Strona:Szpieg powieść historyczna na tle walk o niepodległość.pdf/207

Z Wikiźródeł, wolnej biblioteki
Ta strona została przepisana.
201

W cieniu drzwi stała jeszcze jakaś postać, jak gdyby obawiając się, że ją ktoś wśród skinnerów zobaczyć może, lecz jeden z nich rzucił jakiś sprzęt w ogień, i w blasku tym kramarz ujrzał nabywcę swego domku. Zobaczył też, iż najbliżej stojący skinner coś z nim szeptał, Harvey zrozumiał, że padł ofiarą zmowy pomiędzy tymi łotrami. Ale już było za późno, wyszedł więc za swymi prześladowcami pewnym i spokojnym krokiem, jak gdyby szedł na ucztę, a nie na szubienicę. Idąc przez podwórze, herszt bandy potknął się o kłodę drzewa i padł na ziemię jak długi. Rozwścieczony zerwał się, klnąc na czem świat stoi.

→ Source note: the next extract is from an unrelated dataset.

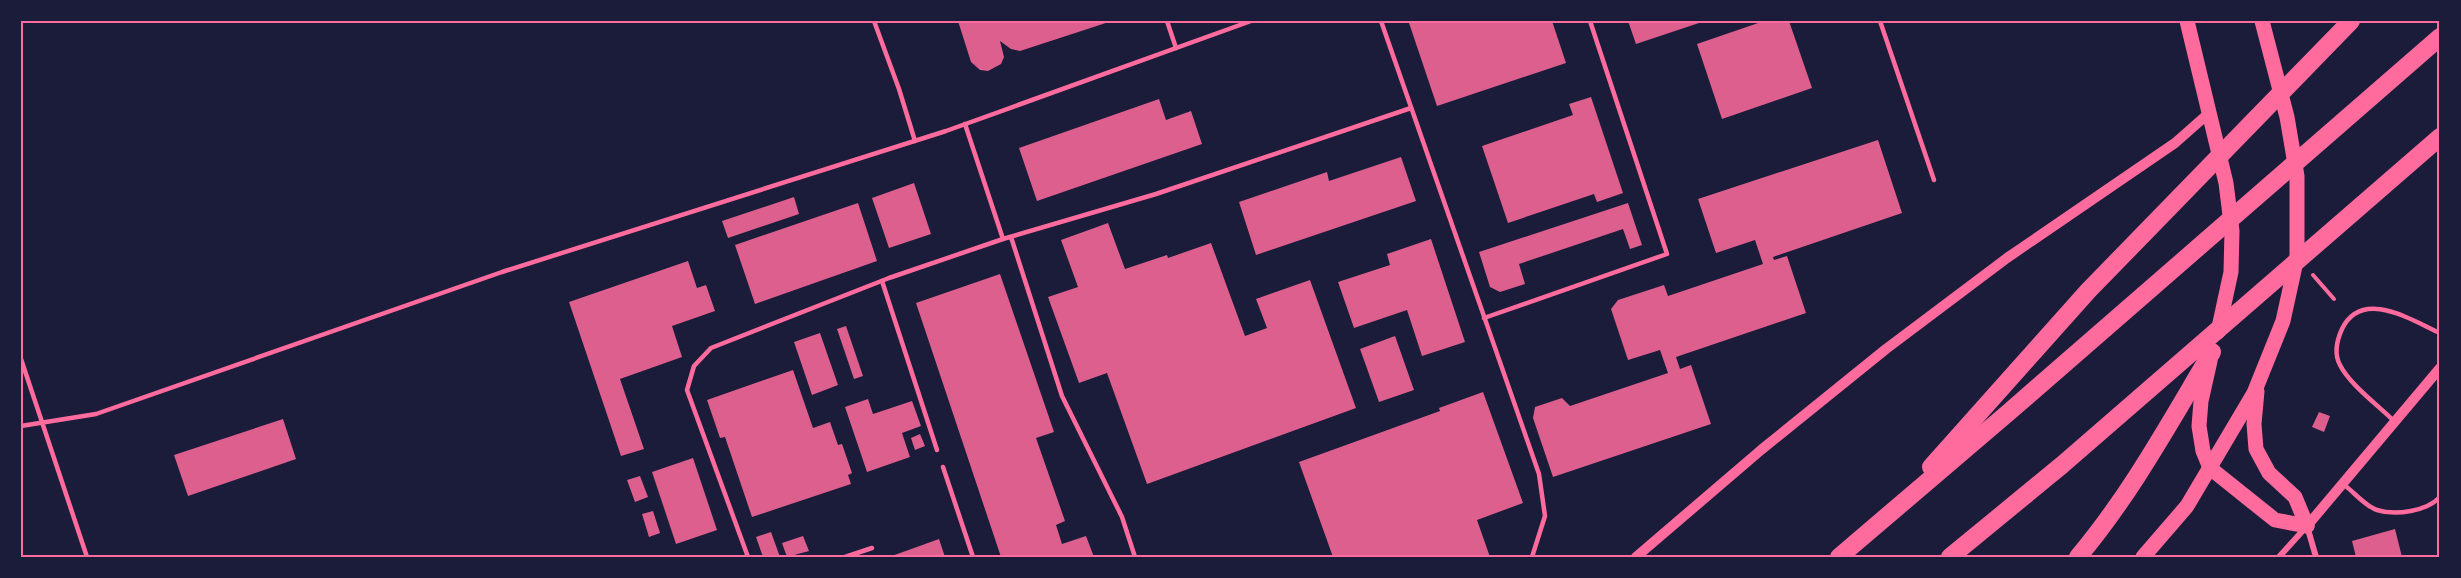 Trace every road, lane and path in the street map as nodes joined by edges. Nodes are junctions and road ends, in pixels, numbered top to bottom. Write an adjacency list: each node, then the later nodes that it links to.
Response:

— Do kroćset stu tysięcy djabłów z kłodą! — wykrzyknął — ciemno choć oko wykol, podpal tam który te szczapy, to nam będzie widniej.

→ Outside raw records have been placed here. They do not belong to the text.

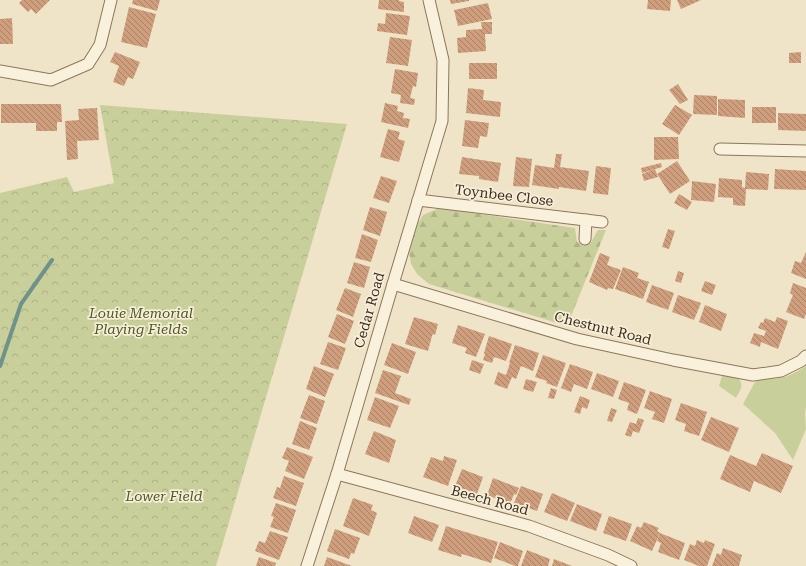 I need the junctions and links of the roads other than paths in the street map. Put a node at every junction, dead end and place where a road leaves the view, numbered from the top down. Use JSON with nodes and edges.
{"nodes":[{"id":1,"x":111,"y":0,"type":"edge"},
{"id":2,"x":429,"y":0,"type":"edge"},
{"id":3,"x":0,"y":71,"type":"edge"},
{"id":4,"x":720,"y":149,"type":"dead end"},
{"id":5,"x":806,"y":151,"type":"edge"},
{"id":6,"x":418,"y":200,"type":"junction"},
{"id":7,"x":586,"y":220,"type":"junction"},
{"id":8,"x":602,"y":222,"type":"dead end"},
{"id":9,"x":585,"y":239,"type":"dead end"},
{"id":10,"x":393,"y":284,"type":"junction"},
{"id":11,"x":806,"y":356,"type":"edge"},
{"id":12,"x":337,"y":474,"type":"junction"},
{"id":13,"x":307,"y":566,"type":"edge"},
{"id":14,"x":631,"y":566,"type":"edge"}],
"edges":[{"from":1,"to":3,"type":"street"},
{"from":2,"to":6,"type":"street","name":"Cedar Road"},
{"from":4,"to":5,"type":"street"},
{"from":6,"to":7,"type":"street","name":"Toynbee Close"},
{"from":6,"to":10,"type":"street","name":"Cedar Road"},
{"from":7,"to":8,"type":"street","name":"Toynbee Close"},
{"from":7,"to":9,"type":"street"},
{"from":10,"to":11,"type":"street","name":"Chestnut Road"},
{"from":10,"to":12,"type":"street","name":"Cedar Road"},
{"from":12,"to":13,"type":"street","name":"Cedar Road"},
{"from":12,"to":14,"type":"street","name":"Beech Road"}]} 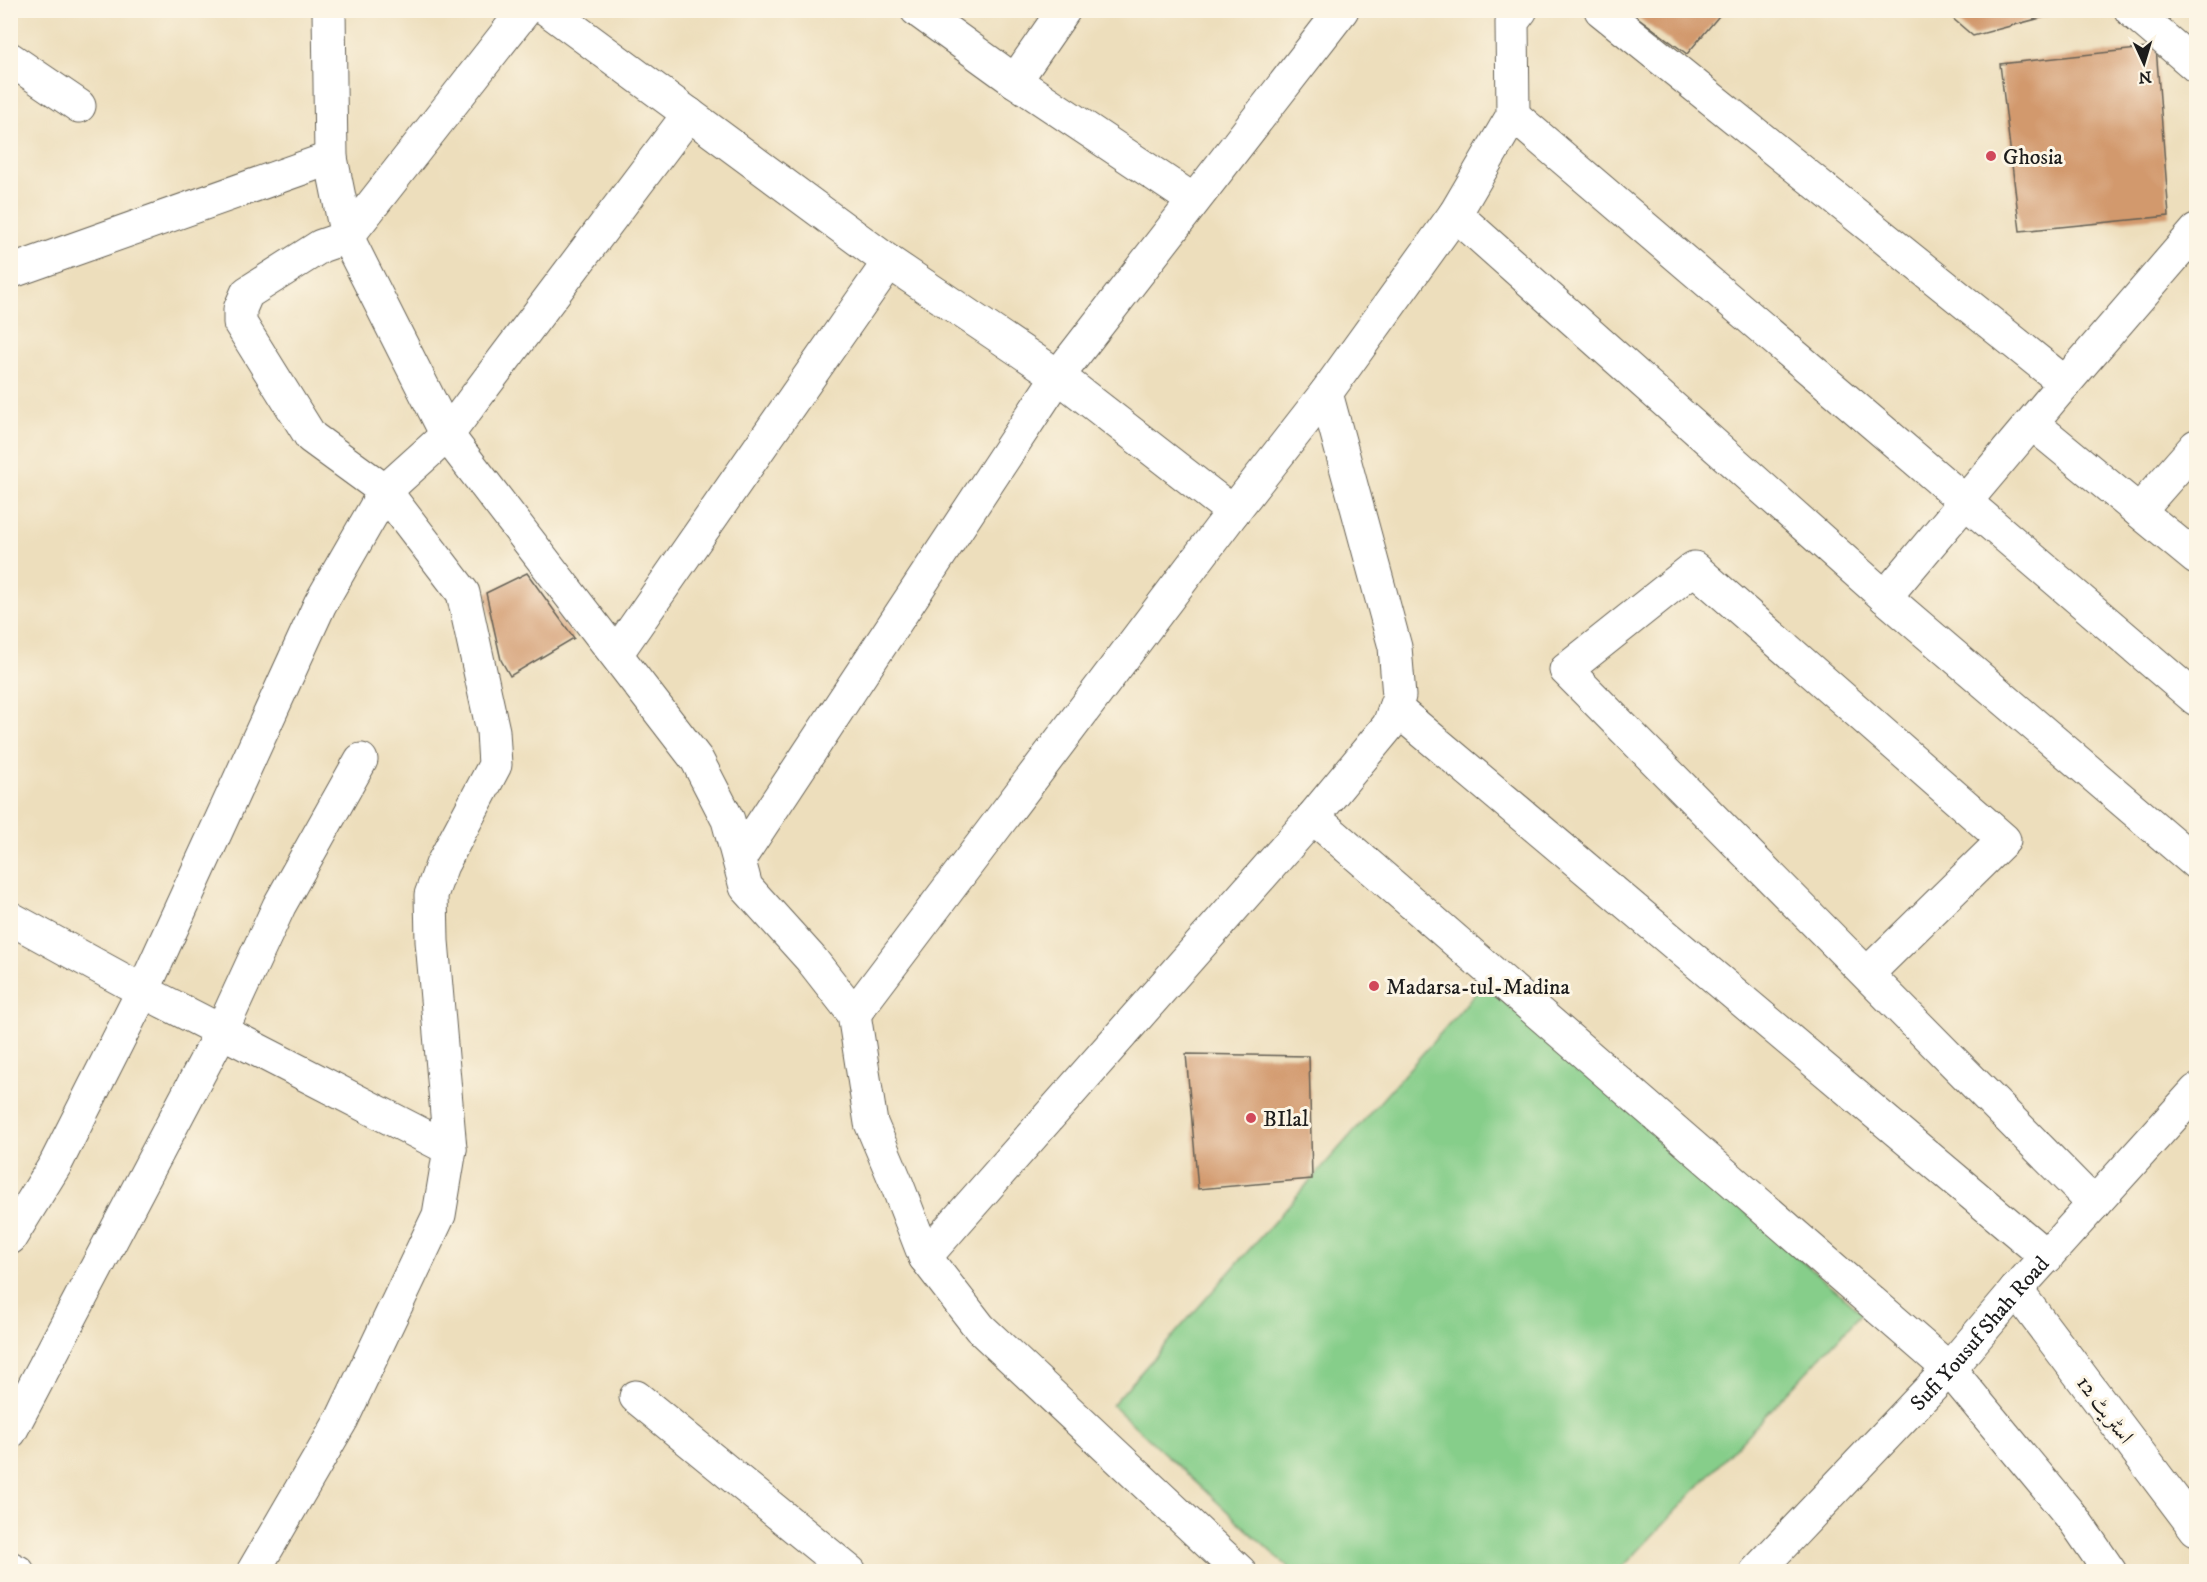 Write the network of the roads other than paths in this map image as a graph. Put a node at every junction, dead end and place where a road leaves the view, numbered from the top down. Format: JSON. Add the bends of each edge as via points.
{"nodes":[{"id":1,"x":329,"y":10,"type":"edge"},
{"id":2,"x":525,"y":10,"type":"edge"},
{"id":3,"x":549,"y":10,"type":"edge"},
{"id":4,"x":917,"y":10,"type":"edge"},
{"id":5,"x":1064,"y":10,"type":"edge"},
{"id":6,"x":1342,"y":10,"type":"edge"},
{"id":7,"x":1601,"y":10,"type":"edge"},
{"id":8,"x":2131,"y":10,"type":"edge"},
{"id":9,"x":1509,"y":14,"type":"edge"},
{"id":10,"x":10,"y":59,"type":"edge"},
{"id":11,"x":2196,"y":66,"type":"edge"},
{"id":12,"x":1016,"y":81,"type":"junction"},
{"id":13,"x":78,"y":105,"type":"dead end"},
{"id":14,"x":689,"y":114,"type":"junction"},
{"id":15,"x":1513,"y":115,"type":"junction"},
{"id":16,"x":331,"y":158,"type":"junction"},
{"id":17,"x":1193,"y":200,"type":"junction"},
{"id":18,"x":1455,"y":214,"type":"junction"},
{"id":19,"x":2196,"y":231,"type":"edge"},
{"id":20,"x":346,"y":237,"type":"junction"},
{"id":21,"x":890,"y":262,"type":"junction"},
{"id":22,"x":10,"y":272,"type":"edge"},
{"id":23,"x":1058,"y":376,"type":"junction"},
{"id":24,"x":2065,"y":383,"type":"junction"},
{"id":25,"x":1326,"y":393,"type":"junction"},
{"id":26,"x":2033,"y":424,"type":"junction"},
{"id":27,"x":447,"y":435,"type":"junction"},
{"id":28,"x":2196,"y":446,"type":"edge"},
{"id":29,"x":385,"y":491,"type":"junction"},
{"id":30,"x":1967,"y":501,"type":"junction"},
{"id":31,"x":2139,"y":511,"type":"junction"},
{"id":32,"x":1233,"y":512,"type":"junction"},
{"id":33,"x":2196,"y":558,"type":"edge"},
{"id":34,"x":1886,"y":597,"type":"junction"},
{"id":35,"x":616,"y":654,"type":"junction"},
{"id":36,"x":2196,"y":699,"type":"edge"},
{"id":37,"x":1395,"y":708,"type":"junction"},
{"id":38,"x":361,"y":760,"type":"dead end"},
{"id":39,"x":1313,"y":817,"type":"junction"},
{"id":40,"x":739,"y":860,"type":"junction"},
{"id":41,"x":2196,"y":863,"type":"edge"},
{"id":42,"x":10,"y":918,"type":"edge"},
{"id":43,"x":1868,"y":975,"type":"junction"},
{"id":44,"x":143,"y":991,"type":"junction"},
{"id":45,"x":854,"y":1014,"type":"junction"},
{"id":46,"x":221,"y":1032,"type":"junction"},
{"id":47,"x":2196,"y":1091,"type":"edge"},
{"id":48,"x":450,"y":1149,"type":"junction"},
{"id":49,"x":2094,"y":1204,"type":"junction"},
{"id":50,"x":10,"y":1238,"type":"edge"},
{"id":51,"x":925,"y":1257,"type":"junction"},
{"id":52,"x":2047,"y":1257,"type":"junction"},
{"id":53,"x":2016,"y":1290,"type":"junction"},
{"id":54,"x":1949,"y":1369,"type":"junction"},
{"id":55,"x":636,"y":1397,"type":"dead end"},
{"id":56,"x":10,"y":1432,"type":"edge"},
{"id":57,"x":2196,"y":1529,"type":"edge"},
{"id":58,"x":10,"y":1568,"type":"edge"},
{"id":59,"x":18,"y":1572,"type":"edge"},
{"id":60,"x":253,"y":1572,"type":"edge"},
{"id":61,"x":849,"y":1572,"type":"edge"},
{"id":62,"x":1240,"y":1572,"type":"edge"},
{"id":63,"x":1756,"y":1572,"type":"edge"},
{"id":64,"x":2110,"y":1572,"type":"edge"}],
"edges":[{"from":1,"to":16,"type":"street"},
{"from":2,"to":20,"type":"street"},
{"from":3,"to":14,"type":"street"},
{"from":4,"to":12,"type":"street"},
{"from":5,"to":12,"type":"street"},
{"from":6,"to":17,"type":"street"},
{"from":7,"to":24,"type":"street"},
{"from":8,"to":11,"type":"street"},
{"from":9,"to":15,"type":"street"},
{"from":10,"to":13,"type":"street"},
{"from":12,"to":17,"type":"street"},
{"from":14,"to":21,"type":"street"},
{"from":14,"to":27,"type":"street"},
{"from":15,"to":18,"type":"street"},
{"from":15,"to":30,"type":"street"},
{"from":16,"to":20,"type":"street"},
{"from":16,"to":22,"type":"street"},
{"from":17,"to":23,"type":"street"},
{"from":18,"to":25,"type":"street"},
{"from":18,"to":34,"type":"street"},
{"from":19,"to":24,"type":"street"},
{"from":20,"to":27,"type":"street"},
{"from":20,"to":29,"type":"street","via":[[321,246],[247,293],[240,309],[240,323],[311,437]]},
{"from":21,"to":23,"type":"street"},
{"from":21,"to":35,"type":"street"},
{"from":23,"to":32,"type":"street"},
{"from":23,"to":40,"type":"street"},
{"from":24,"to":26,"type":"street"},
{"from":25,"to":32,"type":"street"},
{"from":25,"to":37,"type":"street","via":[[1395,647],[1399,696]]},
{"from":26,"to":30,"type":"street"},
{"from":26,"to":31,"type":"street"},
{"from":27,"to":29,"type":"street"},
{"from":27,"to":35,"type":"street"},
{"from":28,"to":31,"type":"street"},
{"from":29,"to":44,"type":"street","via":[[320,604]]},
{"from":29,"to":48,"type":"street","via":[[463,593],[493,731],[495,765],[442,865],[431,895]]},
{"from":30,"to":34,"type":"street"},
{"from":30,"to":36,"type":"street"},
{"from":31,"to":33,"type":"street"},
{"from":32,"to":45,"type":"street"},
{"from":34,"to":41,"type":"street"},
{"from":35,"to":40,"type":"street","via":[[698,760],[728,820]]},
{"from":37,"to":39,"type":"street","via":[[1389,725]]},
{"from":37,"to":52,"type":"street"},
{"from":38,"to":46,"type":"street","via":[[279,906]]},
{"from":39,"to":51,"type":"street"},
{"from":39,"to":54,"type":"street"},
{"from":40,"to":45,"type":"street","via":[[746,887]]},
{"from":42,"to":44,"type":"street"},
{"from":43,"to":43,"type":"street","via":[[1566,670],[1694,568],[2004,840]]},
{"from":43,"to":49,"type":"street"},
{"from":44,"to":46,"type":"street"},
{"from":44,"to":50,"type":"street","via":[[55,1166]]},
{"from":45,"to":51,"type":"street","via":[[871,1123]]},
{"from":46,"to":48,"type":"street"},
{"from":46,"to":56,"type":"street"},
{"from":47,"to":49,"type":"street","name":"Sufi Yousuf Shah Road"},
{"from":48,"to":60,"type":"street","via":[[439,1215],[342,1419]]},
{"from":49,"to":52,"type":"street","name":"Sufi Yousuf Shah Road"},
{"from":51,"to":62,"type":"street","via":[[980,1329]]},
{"from":52,"to":53,"type":"street","name":"Sufi Yousuf Shah Road"},
{"from":53,"to":54,"type":"street","name":"Sufi Yousuf Shah Road"},
{"from":53,"to":57,"type":"street","name":"اسٹریٹ 12"},
{"from":54,"to":63,"type":"street","name":"Sufi Yousuf Shah Road"},
{"from":54,"to":64,"type":"street","via":[[2075,1521]]},
{"from":55,"to":61,"type":"street"},
{"from":58,"to":59,"type":"street"}]}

— Stójcie! — wrzasnął spekulant — spalicie dom!
— Wielka rzecz! — odpowiedział tamten. — Będzie nam zato widniej.
I rzucił płonącą głownię na dach. W jednej chwili budynek stanął w płomieniach.
— Pójdźcie, chłopcy, dostańmy się na wzgórza, póki nam będzie świeciło.
— Łotrze! — wrzasnął rozwścieczony nabywca — taka to twoja przyjaźń? Taka nagroda, żem ci dopomógł schwycić kramarza!
— Trzymaj się zdala od światła, jeżeli nam chcesz wymyślać, bo będziemy widzieli za dobrze, żeby spudłować — zawołał herszt. W chwilę potem spełnił pogróżkę, lecz na szczęście chybił, a wystraszony spekulant rzucił się do ucieczki. Katy również poszła za jego przykładem, a nazajutrz rano jedyną pozostałością z domku kramarza, był ów wielki komin, o którym wspomnieliśmy na początku.